Records provided:
◆ ◆ ◆ ◆ ◆ ◆ ◆
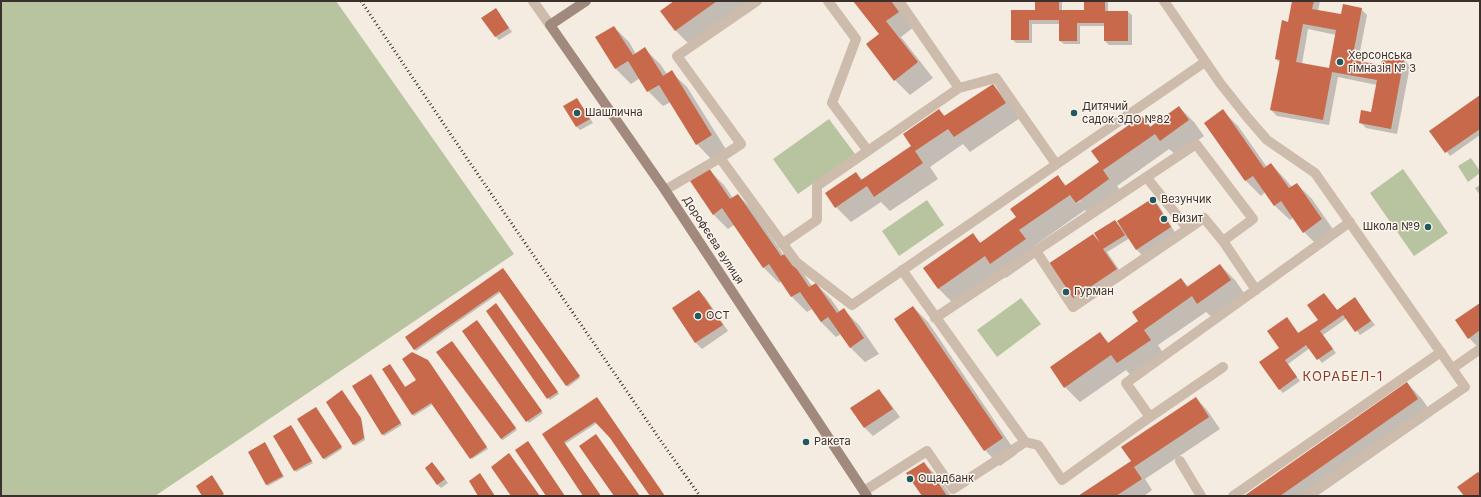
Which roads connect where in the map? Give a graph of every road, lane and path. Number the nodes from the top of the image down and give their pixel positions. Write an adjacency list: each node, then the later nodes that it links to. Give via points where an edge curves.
1 (533, 1): 7 (street, Дорофєєва вулиця)
2 (586, 1): 7 (street)
3 (757, 1): 11 (street, via 677,56 741,144)
4 (828, 1): 10 (street, via 856,39 832,103)
5 (899, 1): 9 (street)
6 (1164, 1): 8 (street)
7 (550, 25): 14 (street, Дорофєєва вулиця)
8 (1205, 62): 12 (street); 15 (street, via 1267,140 1315,173)
9 (959, 88): 10 (street); 12 (street, via 996,78)
10 (868, 151): 18 (street, via 816,186 817,220)
11 (720, 158): 14 (street); 18 (street)
12 (1056, 164): 20 (street)
13 (1147, 178): 16 (street); 17 (street, via 1196,144 1253,218); 19 (street)
14 (665, 190): 31 (street, Дорофєєва вулиця)
15 (1350, 222): 21 (street); 24 (street)
16 (1187, 228): 17 (street, via 1204,218); 19 (street, via 1073,307)
17 (1223, 241): 21 (street)
18 (782, 244): 20 (street, via 796,262 852,305)
19 (1036, 251): 22 (street)
20 (902, 270): 22 (street)
21 (1256, 290): 27 (street, via 1126,383)
22 (935, 318): 28 (street)
23 (1480, 348): 26 (street)
24 (1441, 352): 26 (street); 33 (street)
25 (1223, 367): 27 (street)
26 (1452, 368): 34 (street, via 1465,387)
27 (1150, 417): 28 (street, via 1062,480 1038,445)
28 (1025, 442): 30 (street)
29 (1180, 460): 32 (street)
30 (956, 492): 31 (street, via 927,451)
31 (866, 494)
32 (1201, 496)
33 (1233, 496)
34 (1306, 496)

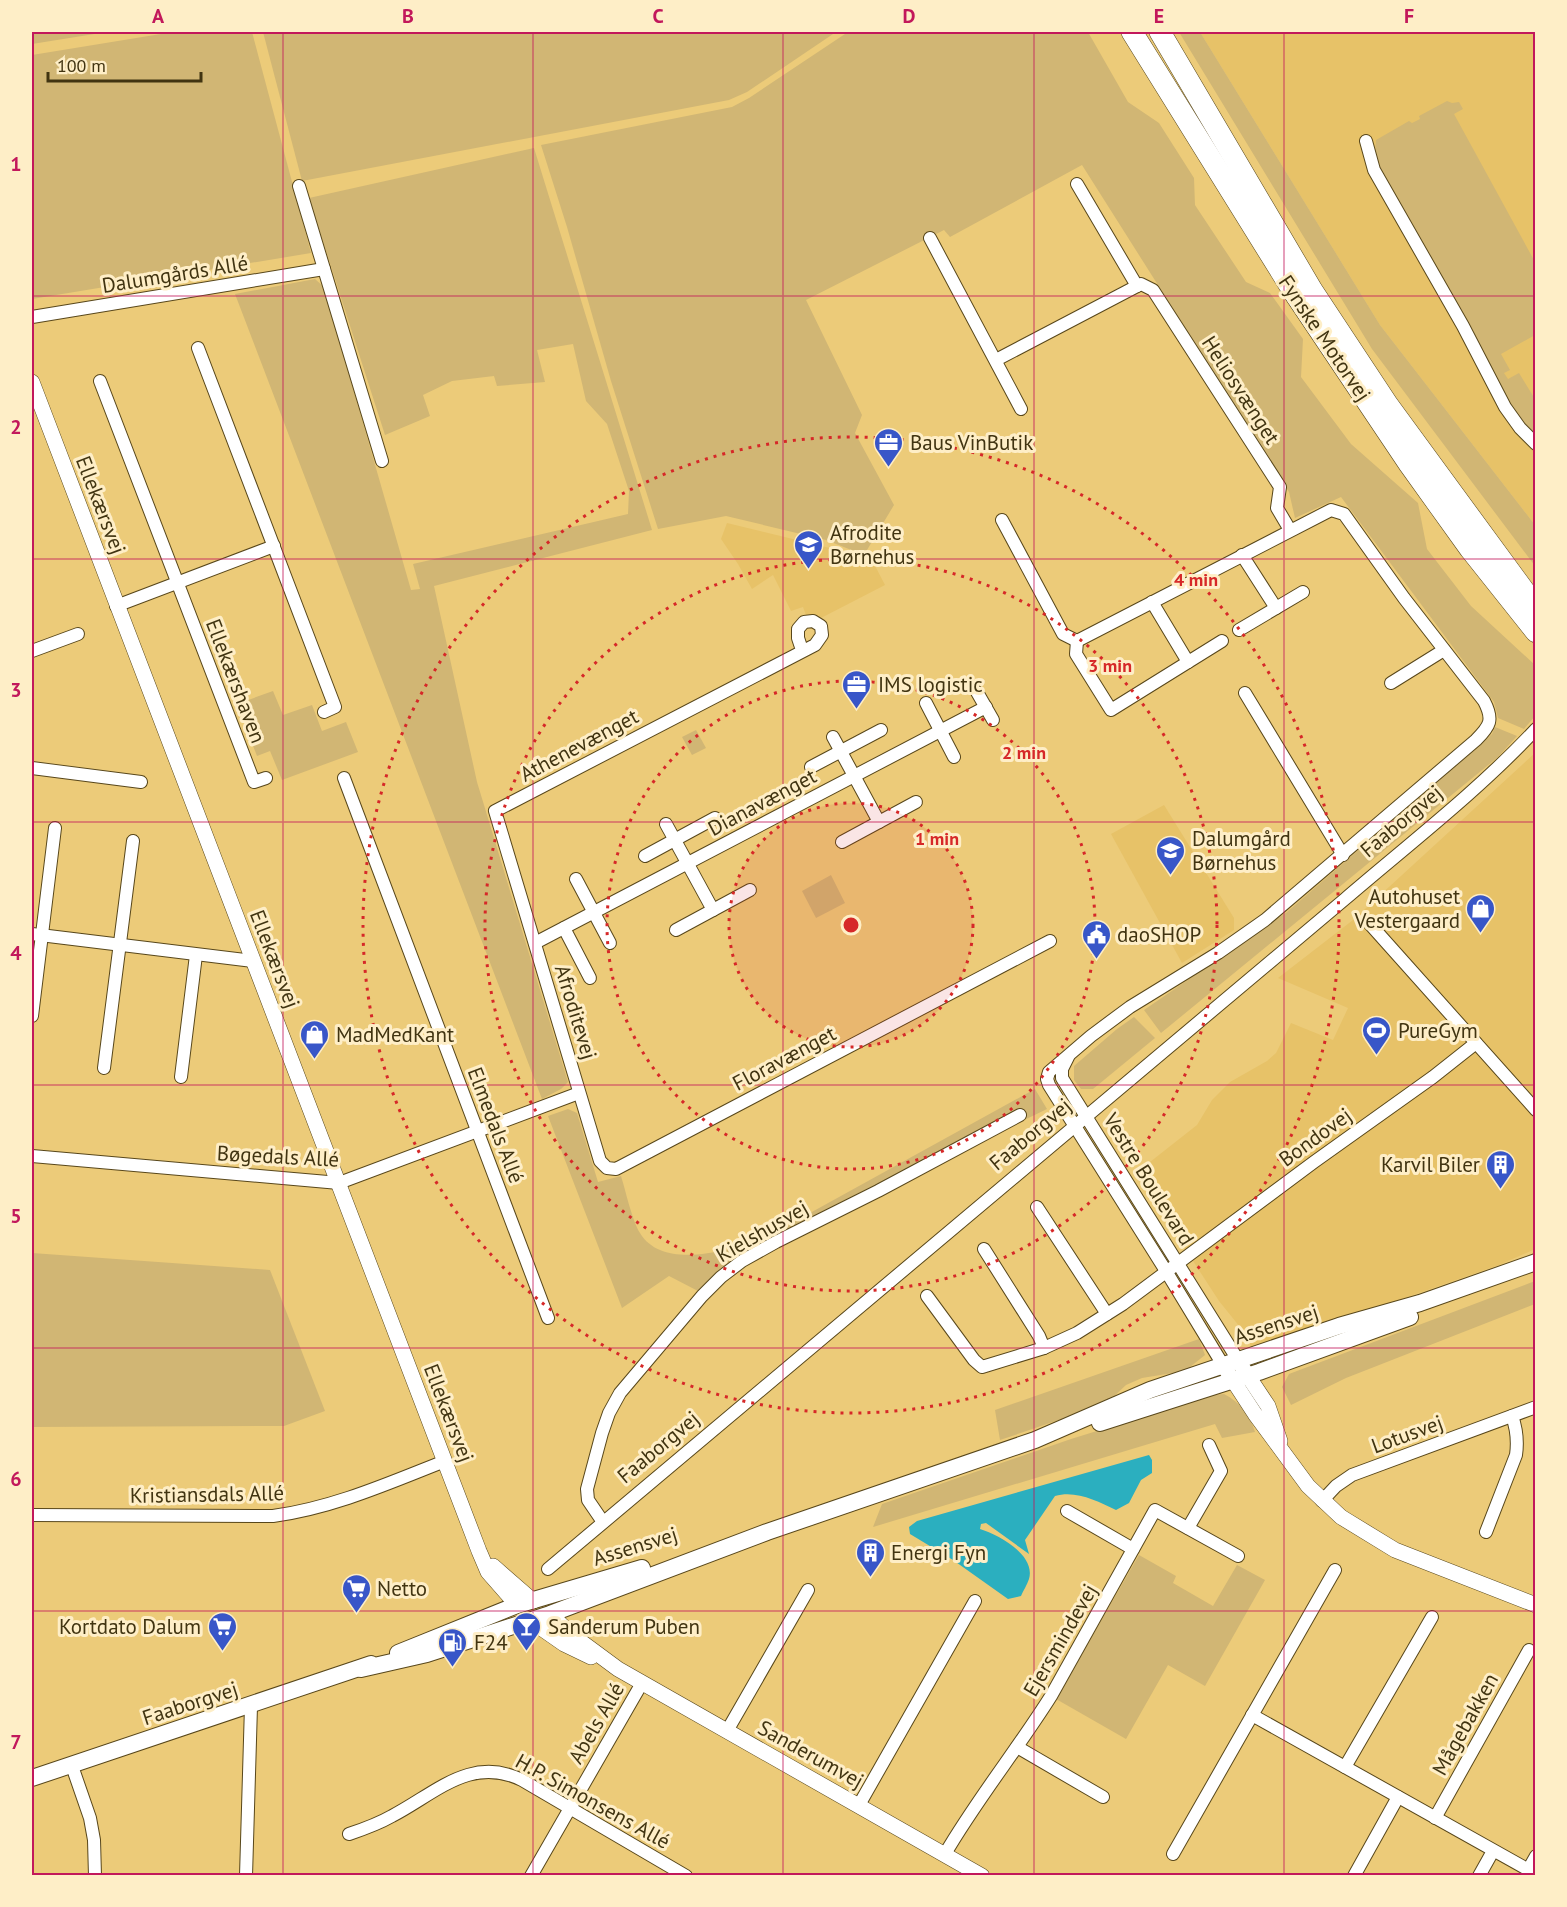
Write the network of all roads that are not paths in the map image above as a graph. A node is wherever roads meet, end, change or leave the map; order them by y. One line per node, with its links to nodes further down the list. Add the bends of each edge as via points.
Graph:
1 (1132, 32): 30 (highway, Fynske Motorvej, via 1293,291 1409,464)
2 (1160, 32): 18 (highway, Fynske Motorvej, via 1312,290)
3 (1366, 141): 15 (street, via 1374,170 1505,407)
4 (1077, 184): 8 (street, Heliosvænget)
5 (299, 186): 7 (street)
6 (930, 238): 11 (street)
7 (324, 269): 9 (street, Dalumgårds Allé); 16 (street)
8 (1137, 286): 11 (street); 19 (street, Heliosvænget, via 1153,290 1280,487 1277,508)
9 (32, 317)
10 (198, 348): 20 (street)
11 (996, 360): 14 (street)
12 (100, 381): 22 (street, Ellekærshaven)
13 (32, 382): 26 (street, Ellekærsvej)
14 (1021, 409)
15 (1536, 444)
16 (382, 461)
17 (1002, 520): 32 (street, via 1063,634)
18 (1472, 523): 24 (highway); 27 (highway, Fynske Motorvej)
19 (1290, 530): 21 (street); 35 (street, via 1330,510 1344,514)
20 (274, 546): 22 (street); 43 (street, via 335,707)
21 (1242, 555): 25 (street); 28 (street)
22 (177, 583): 26 (street); 54 (street, Ellekærshaven, via 254,782)
23 (1304, 592): 28 (street)
24 (1536, 592)
25 (1152, 602): 32 (street); 37 (street)
26 (116, 606): 81 (street, Ellekærsvej)
27 (1536, 607)
28 (1276, 608): 29 (street)
29 (1239, 630)
30 (1536, 632)
31 (78, 633): 36 (street)
32 (1077, 641): 37 (street, via 1076,654 1111,710)
33 (1222, 641): 37 (street)
34 (802, 650): 77 (street, Athenevænget, via 495,811)
35 (1444, 650): 38 (street); 65 (street, via 1484,701 1489,726)
36 (32, 656)
37 (1188, 662)
38 (1391, 683)
39 (977, 692): 42 (street)
40 (1245, 693): 65 (street)
41 (926, 703): 47 (street)
42 (986, 707): 44 (street); 47 (street, Dianavænget)
43 (324, 712)
44 (993, 720)
45 (1536, 729): 91 (street, Faaborgvej, via 1450,809)
46 (881, 730): 49 (street, Dianavænget)
47 (940, 731): 50 (street); 53 (street, Dianavænget)
48 (833, 737): 49 (street)
49 (841, 752): 51 (street, Dianavænget); 53 (street)
50 (954, 757)
51 (811, 767)
52 (32, 768): 56 (street)
53 (854, 776): 59 (street); 67 (street, Dianavænget)
54 (266, 778)
55 (344, 778): 93 (street, Elmedals Allé)
56 (141, 782)
57 (916, 802): 59 (street)
58 (715, 818): 62 (street, Dianavænget)
59 (879, 822): 64 (street)
60 (666, 824): 62 (street)
61 (55, 828): 75 (street)
62 (675, 840): 66 (street, Dianavænget); 67 (street)
63 (133, 841): 79 (street)
64 (842, 842)
65 (1343, 855): 85 (street, via 1236,941 1130,1007)
66 (645, 856)
67 (688, 863): 70 (street); 71 (street, Dianavænget)
68 (576, 879): 71 (street)
69 (750, 890): 70 (street)
70 (713, 910): 74 (street)
71 (594, 912): 73 (street, Dianavænget); 78 (street)
72 (1369, 923): 84 (street)
73 (564, 928): 77 (street, Dianavænget); 82 (street)
74 (676, 930)
75 (37, 934): 79 (street); 83 (street)
76 (1050, 941): 88 (street, Floravænget, via 616,1169 606,1168 600,1161)
77 (535, 943): 88 (street, Afroditevej)
78 (610, 943)
79 (119, 945): 80 (street); 86 (street)
80 (196, 955): 81 (street); 87 (street)
81 (253, 961): 95 (street, Ellekærsvej)
82 (590, 978)
83 (32, 1016)
84 (1476, 1043): 89 (street); 99 (street, Bondovej)
85 (1070, 1054): 91 (street, via 1062,1078); 92 (street, via 1049,1072 1047,1079)
86 (104, 1068)
87 (181, 1077)
88 (579, 1093): 93 (street, Bøgedals Allé)
89 (1536, 1110)
90 (1020, 1115): 114 (street, Kielshusvej, via 776,1242 720,1277 620,1393 609,1413 587,1489 588,1500)
91 (1086, 1116): 92 (street, Faaborgvej); 99 (street, Vestre Boulevard)
92 (1074, 1126): 99 (street, Vestre Boulevard); 114 (street, Faaborgvej)
93 (477, 1130): 95 (street, Bøgedals Allé); 103 (street, Elmedals Allé)
94 (32, 1156): 95 (street, Bøgedals Allé)
95 (339, 1183): 110 (street, Ellekærsvej)
96 (1037, 1207): 102 (street)
97 (984, 1249): 104 (street)
98 (1536, 1262): 105 (main road, Assensvej, via 1420,1303 1339,1326)
99 (1172, 1267): 102 (street, Bondovej); 105 (street, Vestre Boulevard)
100 (1536, 1272): 105 (main road, Assensvej)
101 (927, 1296): 104 (street, Bondovej, via 982,1367)
102 (1107, 1314): 104 (street, Bondovej)
103 (548, 1318)
104 (1044, 1348)
105 (1236, 1370): 108 (main road, Assensvej, via 1160,1396 1107,1421); 108 (main road, Assensvej, via 1150,1390); 111 (street, Vestre Boulevard, via 1285,1455)
106 (1536, 1407): 107 (street, Lotusvej)
107 (1512, 1416): 111 (street, Lotusvej, via 1352,1475); 117 (street, via 1517,1431 1516,1455)
108 (1035, 1440): 116 (main road, Assensvej)
109 (1209, 1445): 115 (street, via 1221,1471)
110 (445, 1461): 113 (street, Kristiansdals Allé, via 332,1504 273,1516); 124 (street, Ellekærsvej, via 488,1572)
111 (1322, 1501): 125 (street, Vestre Boulevard, via 1357,1529 1395,1550)
112 (1067, 1511): 118 (street)
113 (32, 1515)
114 (603, 1522): 120 (street, Faaborgvej)
115 (1188, 1528): 118 (street, Ejersmindevej, via 1155,1510); 119 (street, Ejersmindevej)
116 (767, 1532): 124 (main road, Assensvej); 126 (main road, Assensvej)
117 (1486, 1532)
118 (1133, 1549): 136 (street, Ejersmindevej, via 1051,1696)
119 (1238, 1556)
120 (548, 1569)
121 (1335, 1570): 134 (street)
122 (808, 1590): 135 (street)
123 (975, 1601): 142 (street)
124 (525, 1603): 126 (main road); 128 (main road); 130 (main road, Faaborgvej)
125 (1536, 1605)
126 (550, 1614): 128 (main road, Assensvej); 131 (street, Sanderumvej)
127 (1432, 1617): 138 (street)
128 (531, 1621): 130 (main road, Faaborgvej, via 427,1654); 131 (street, Sanderumvej, via 564,1644)
129 (1529, 1650): 144 (street, Mågebakken)
130 (362, 1669): 133 (main road, Faaborgvej)
131 (618, 1669): 132 (street, Sanderumvej)
132 (642, 1683): 135 (street, Sanderumvej); 143 (street, Abels Allé)
133 (252, 1706): 137 (main road, Faaborgvej); 152 (street)
134 (1252, 1715): 138 (street); 148 (street)
135 (727, 1731): 142 (street, Sanderumvej)
136 (1017, 1747): 140 (street); 147 (street, Ejersmindevej)
137 (72, 1766): 139 (main road, Faaborgvej); 151 (street, via 90,1818)
138 (1345, 1767): 141 (street)
139 (32, 1778)
140 (1103, 1797)
141 (1398, 1797): 144 (street); 156 (street)
142 (859, 1805): 147 (street, Sanderumvej)
143 (570, 1808): 145 (street, H.P. Simonsens Allé, via 512,1775 477,1772 454,1780 392,1817); 153 (street, Abels Allé); 154 (street, H.P. Simonsens Allé)
144 (1435, 1818): 146 (street)
145 (349, 1834)
146 (1493, 1851): 150 (street); 157 (street)
147 (945, 1854): 155 (street, Sanderumvej)
148 (1173, 1854)
149 (1536, 1856): 150 (street)
150 (1532, 1872)
151 (95, 1875)
152 (246, 1875)
153 (531, 1875)
154 (686, 1875)
155 (982, 1875)
156 (1354, 1875)
157 (1479, 1875)

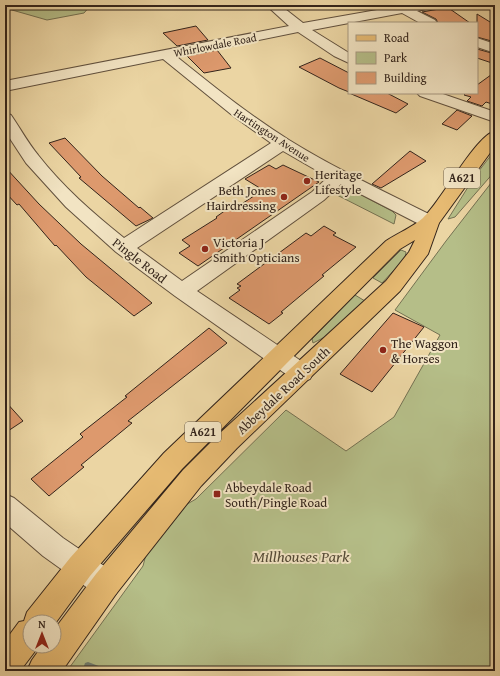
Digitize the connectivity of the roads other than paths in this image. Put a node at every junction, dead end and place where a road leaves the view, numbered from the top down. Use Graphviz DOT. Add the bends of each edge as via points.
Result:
graph roads {
  1 [pos="272,5"];
  2 [pos="426,5"];
  3 [pos="399,7"];
  4 [pos="428,22"];
  5 [pos="300,28"];
  6 [pos="478,42"];
  7 [pos="495,49"];
  8 [pos="166,54"];
  9 [pos="348,58"];
  10 [pos="5,86"];
  11 [pos="428,94"];
  12 [pos="495,117"];
  13 [pos="5,118"];
  14 [pos="495,136"];
  15 [pos="282,144"];
  16 [pos="339,176"];
  17 [pos="430,222"];
  18 [pos="123,248"];
  19 [pos="182,291"];
  20 [pos="278,358"];
  21 [pos="302,373"];
  22 [pos="5,506"];
  23 [pos="80,567"];
  24 [pos="106,584"];
  25 [pos="44,614"];
  26 [pos="22,644"];
  27 [pos="5,666"];
  28 [pos="43,671"];
  1 -- 5 [label="street"];
  2 -- 3 [label="street, Whirlowdale Road"];
  3 -- 4 [label="street"];
  3 -- 5 [label="street, Whirlowdale Road"];
  5 -- 8 [label="street, Whirlowdale Road"];
  5 -- 9 [label="street"];
  6 -- 7 [label="street"];
  8 -- 10 [label="street, Whirlowdale Road"];
  8 -- 15 [label="street, Hartington Avenue" via="225,104"];
  11 -- 12 [label="street"];
  13 -- 18 [label="street, Pingle Road" via="32,158 67,197"];
  14 -- 17 [label="main road, Abbeydale Road South / A621"];
  15 -- 16 [label="street, Hartington Avenue"];
  15 -- 18 [label="street"];
  16 -- 17 [label="street, Hartington Avenue"];
  16 -- 19 [label="street" via="318,196"];
  17 -- 20 [label="main road, Abbeydale Road South / A621" via="393,245"];
  17 -- 21 [label="main road, Abbeydale Road South / A621" via="418,254 397,281"];
  18 -- 19 [label="street, Pingle Road"];
  19 -- 20 [label="street, Pingle Road"];
  20 -- 21 [label="street, Pingle Road"];
  20 -- 23 [label="main road, Abbeydale Road South / A621" via="173,461"];
  21 -- 24 [label="main road, Abbeydale Road South / A621" via="192,478"];
  22 -- 23 [label="street" via="52,547"];
  23 -- 24 [label="street"];
  23 -- 25 [label="main road, Abbeydale Road South / A621"];
  24 -- 28 [label="main road, Abbeydale Road South / A621"];
  26 -- 27 [label="main road"];
}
◆ ◆ ◆ ◆ ◆ ◆ ◆
Description of the task: Take every line from the data above that holds "Bøgedals" and copy it out.

Response to this task:
88 (579, 1093): 93 (street, Bøgedals Allé)
93 (477, 1130): 95 (street, Bøgedals Allé); 103 (street, Elmedals Allé)
94 (32, 1156): 95 (street, Bøgedals Allé)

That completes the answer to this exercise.